YOUR OBJECTIVE
The answer must consist of every line from the entries below that contains the word "Lucia".

++++ INPUT ++++

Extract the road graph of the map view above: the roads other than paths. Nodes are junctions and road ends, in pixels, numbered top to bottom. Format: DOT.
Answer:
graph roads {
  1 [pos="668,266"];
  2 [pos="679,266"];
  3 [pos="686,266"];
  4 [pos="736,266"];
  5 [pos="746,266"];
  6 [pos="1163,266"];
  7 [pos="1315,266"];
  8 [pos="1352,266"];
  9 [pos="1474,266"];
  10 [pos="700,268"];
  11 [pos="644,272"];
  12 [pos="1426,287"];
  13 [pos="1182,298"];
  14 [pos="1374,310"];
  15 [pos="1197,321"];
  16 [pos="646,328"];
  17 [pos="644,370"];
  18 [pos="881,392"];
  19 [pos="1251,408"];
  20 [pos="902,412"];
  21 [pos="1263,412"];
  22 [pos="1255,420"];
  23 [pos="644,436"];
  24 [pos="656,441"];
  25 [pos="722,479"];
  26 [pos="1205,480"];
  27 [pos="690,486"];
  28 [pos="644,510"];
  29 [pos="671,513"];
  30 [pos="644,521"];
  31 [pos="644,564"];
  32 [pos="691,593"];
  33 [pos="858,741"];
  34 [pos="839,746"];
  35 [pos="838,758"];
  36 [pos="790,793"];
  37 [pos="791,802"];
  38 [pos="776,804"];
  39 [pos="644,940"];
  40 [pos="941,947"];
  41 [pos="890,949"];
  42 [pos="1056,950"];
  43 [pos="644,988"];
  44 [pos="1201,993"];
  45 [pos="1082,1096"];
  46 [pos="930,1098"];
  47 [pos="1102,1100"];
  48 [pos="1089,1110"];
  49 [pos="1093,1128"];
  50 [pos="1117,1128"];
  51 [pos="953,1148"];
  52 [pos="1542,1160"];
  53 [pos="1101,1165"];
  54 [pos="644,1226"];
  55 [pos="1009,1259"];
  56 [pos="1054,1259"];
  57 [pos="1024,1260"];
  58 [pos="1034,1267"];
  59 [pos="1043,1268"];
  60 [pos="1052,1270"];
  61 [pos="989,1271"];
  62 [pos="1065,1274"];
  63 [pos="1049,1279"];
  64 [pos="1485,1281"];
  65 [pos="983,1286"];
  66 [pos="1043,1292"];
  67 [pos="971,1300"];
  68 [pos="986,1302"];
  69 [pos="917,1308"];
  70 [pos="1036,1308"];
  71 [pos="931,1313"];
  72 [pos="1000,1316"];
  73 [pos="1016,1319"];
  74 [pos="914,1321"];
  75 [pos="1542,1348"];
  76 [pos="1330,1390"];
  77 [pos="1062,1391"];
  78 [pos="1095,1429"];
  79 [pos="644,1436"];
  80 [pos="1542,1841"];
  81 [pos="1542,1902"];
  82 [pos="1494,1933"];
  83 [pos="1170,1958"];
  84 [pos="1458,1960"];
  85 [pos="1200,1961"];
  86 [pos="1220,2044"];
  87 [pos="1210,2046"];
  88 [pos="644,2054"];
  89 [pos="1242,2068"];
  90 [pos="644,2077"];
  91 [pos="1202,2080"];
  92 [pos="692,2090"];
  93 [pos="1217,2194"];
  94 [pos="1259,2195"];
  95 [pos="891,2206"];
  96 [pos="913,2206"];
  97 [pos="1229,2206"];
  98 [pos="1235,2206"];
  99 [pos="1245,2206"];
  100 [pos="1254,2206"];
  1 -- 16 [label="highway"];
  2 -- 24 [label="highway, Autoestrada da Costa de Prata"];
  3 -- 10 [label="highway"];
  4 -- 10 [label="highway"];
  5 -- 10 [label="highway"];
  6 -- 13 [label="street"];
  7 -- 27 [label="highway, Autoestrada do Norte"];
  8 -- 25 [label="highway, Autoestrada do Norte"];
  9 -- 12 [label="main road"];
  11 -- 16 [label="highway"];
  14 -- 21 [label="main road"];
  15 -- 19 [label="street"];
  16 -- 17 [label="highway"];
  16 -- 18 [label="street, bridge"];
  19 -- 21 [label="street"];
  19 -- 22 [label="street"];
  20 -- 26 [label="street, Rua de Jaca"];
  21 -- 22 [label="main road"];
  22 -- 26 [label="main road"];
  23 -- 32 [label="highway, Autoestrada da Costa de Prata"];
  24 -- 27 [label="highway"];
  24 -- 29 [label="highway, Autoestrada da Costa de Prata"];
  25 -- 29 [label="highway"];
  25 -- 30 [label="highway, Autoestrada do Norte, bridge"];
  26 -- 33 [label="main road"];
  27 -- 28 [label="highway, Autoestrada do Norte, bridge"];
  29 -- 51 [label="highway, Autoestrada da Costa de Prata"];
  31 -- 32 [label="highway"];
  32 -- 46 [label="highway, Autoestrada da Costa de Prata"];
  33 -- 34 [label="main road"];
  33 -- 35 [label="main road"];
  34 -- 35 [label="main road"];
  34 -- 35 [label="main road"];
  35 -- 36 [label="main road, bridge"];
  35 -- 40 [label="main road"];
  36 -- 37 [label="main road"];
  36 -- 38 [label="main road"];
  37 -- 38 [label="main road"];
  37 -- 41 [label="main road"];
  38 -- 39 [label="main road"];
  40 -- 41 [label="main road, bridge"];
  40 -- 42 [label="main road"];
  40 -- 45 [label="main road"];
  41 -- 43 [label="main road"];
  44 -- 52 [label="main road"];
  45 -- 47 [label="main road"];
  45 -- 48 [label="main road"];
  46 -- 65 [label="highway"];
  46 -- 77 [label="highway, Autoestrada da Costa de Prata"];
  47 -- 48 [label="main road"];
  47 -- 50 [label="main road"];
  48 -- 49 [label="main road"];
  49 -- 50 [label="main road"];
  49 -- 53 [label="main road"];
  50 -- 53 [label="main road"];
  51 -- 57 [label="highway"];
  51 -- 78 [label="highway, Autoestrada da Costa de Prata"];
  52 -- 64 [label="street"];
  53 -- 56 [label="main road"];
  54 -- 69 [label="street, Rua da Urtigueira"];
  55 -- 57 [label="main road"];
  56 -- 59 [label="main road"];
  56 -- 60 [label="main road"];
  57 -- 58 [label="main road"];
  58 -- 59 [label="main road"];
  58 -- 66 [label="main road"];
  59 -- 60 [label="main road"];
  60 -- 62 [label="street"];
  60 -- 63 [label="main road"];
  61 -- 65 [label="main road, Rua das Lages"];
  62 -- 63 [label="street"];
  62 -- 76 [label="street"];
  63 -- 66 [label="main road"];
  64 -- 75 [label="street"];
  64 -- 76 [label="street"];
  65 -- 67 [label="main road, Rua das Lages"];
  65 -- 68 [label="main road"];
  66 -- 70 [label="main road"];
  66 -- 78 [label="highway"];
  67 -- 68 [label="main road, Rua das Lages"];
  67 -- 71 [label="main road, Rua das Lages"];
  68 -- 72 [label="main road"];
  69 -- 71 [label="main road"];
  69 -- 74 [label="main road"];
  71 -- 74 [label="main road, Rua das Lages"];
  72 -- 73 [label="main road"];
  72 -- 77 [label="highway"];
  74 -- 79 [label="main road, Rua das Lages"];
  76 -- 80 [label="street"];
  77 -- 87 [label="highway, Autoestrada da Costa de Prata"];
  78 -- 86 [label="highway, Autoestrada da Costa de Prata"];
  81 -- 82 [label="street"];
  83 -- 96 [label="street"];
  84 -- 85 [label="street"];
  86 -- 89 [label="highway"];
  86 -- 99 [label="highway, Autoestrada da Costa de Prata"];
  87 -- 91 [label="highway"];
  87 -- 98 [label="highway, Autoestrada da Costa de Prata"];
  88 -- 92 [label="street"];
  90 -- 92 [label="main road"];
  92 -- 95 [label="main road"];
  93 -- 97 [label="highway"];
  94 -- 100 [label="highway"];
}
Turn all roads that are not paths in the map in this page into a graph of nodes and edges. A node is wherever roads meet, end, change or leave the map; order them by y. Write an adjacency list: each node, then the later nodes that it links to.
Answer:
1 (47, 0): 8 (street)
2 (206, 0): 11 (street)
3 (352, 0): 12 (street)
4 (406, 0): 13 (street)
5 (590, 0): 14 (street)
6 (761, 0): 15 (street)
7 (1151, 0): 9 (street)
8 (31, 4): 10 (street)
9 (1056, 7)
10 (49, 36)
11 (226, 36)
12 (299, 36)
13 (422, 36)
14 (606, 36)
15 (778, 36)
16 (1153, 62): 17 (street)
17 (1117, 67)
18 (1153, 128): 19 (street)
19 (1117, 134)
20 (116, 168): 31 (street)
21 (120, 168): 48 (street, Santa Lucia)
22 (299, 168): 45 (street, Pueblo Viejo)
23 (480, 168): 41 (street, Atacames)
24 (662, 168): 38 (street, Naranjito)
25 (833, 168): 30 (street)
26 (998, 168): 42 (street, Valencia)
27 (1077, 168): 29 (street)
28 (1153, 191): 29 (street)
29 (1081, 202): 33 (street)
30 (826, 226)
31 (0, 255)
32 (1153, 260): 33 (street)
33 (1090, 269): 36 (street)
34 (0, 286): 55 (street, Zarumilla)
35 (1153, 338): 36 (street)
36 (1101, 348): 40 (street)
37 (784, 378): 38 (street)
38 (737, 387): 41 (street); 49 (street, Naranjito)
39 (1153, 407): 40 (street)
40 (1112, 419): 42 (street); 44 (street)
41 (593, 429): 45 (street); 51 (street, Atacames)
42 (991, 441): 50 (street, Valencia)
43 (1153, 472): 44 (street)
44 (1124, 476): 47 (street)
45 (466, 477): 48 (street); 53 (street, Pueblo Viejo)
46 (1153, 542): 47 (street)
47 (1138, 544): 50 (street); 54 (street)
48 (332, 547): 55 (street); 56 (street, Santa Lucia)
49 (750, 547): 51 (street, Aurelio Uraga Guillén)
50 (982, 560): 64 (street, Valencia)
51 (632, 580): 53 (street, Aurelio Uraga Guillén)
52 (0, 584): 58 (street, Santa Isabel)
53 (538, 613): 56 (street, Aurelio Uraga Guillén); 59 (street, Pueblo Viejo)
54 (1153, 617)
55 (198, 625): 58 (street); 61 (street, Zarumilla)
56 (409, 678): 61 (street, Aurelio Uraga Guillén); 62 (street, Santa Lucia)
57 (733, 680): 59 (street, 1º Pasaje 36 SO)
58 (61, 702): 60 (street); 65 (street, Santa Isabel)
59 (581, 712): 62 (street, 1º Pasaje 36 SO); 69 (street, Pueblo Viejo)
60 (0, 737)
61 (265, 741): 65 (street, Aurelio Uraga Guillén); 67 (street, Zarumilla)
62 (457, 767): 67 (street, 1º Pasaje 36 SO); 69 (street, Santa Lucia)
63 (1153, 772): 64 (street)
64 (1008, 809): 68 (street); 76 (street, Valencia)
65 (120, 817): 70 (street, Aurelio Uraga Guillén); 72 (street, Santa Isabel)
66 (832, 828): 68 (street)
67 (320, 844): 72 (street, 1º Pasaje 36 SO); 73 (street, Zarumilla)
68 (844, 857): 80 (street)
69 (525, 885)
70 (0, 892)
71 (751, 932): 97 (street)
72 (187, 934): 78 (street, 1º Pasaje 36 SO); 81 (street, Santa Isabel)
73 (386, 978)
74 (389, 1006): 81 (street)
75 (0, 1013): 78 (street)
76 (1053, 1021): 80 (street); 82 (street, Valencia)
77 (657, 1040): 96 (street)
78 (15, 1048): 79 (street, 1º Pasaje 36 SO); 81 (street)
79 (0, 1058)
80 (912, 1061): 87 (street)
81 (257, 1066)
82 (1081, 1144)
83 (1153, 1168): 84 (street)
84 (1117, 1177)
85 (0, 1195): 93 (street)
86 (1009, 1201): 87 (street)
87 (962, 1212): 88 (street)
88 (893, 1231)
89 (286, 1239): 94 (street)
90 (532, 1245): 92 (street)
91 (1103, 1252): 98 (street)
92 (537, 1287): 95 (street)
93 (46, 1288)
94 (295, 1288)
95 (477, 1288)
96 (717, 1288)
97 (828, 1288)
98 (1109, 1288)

++++

SOLUTION
21 (120, 168): 48 (street, Santa Lucia)
48 (332, 547): 55 (street); 56 (street, Santa Lucia)
56 (409, 678): 61 (street, Aurelio Uraga Guillén); 62 (street, Santa Lucia)
62 (457, 767): 67 (street, 1º Pasaje 36 SO); 69 (street, Santa Lucia)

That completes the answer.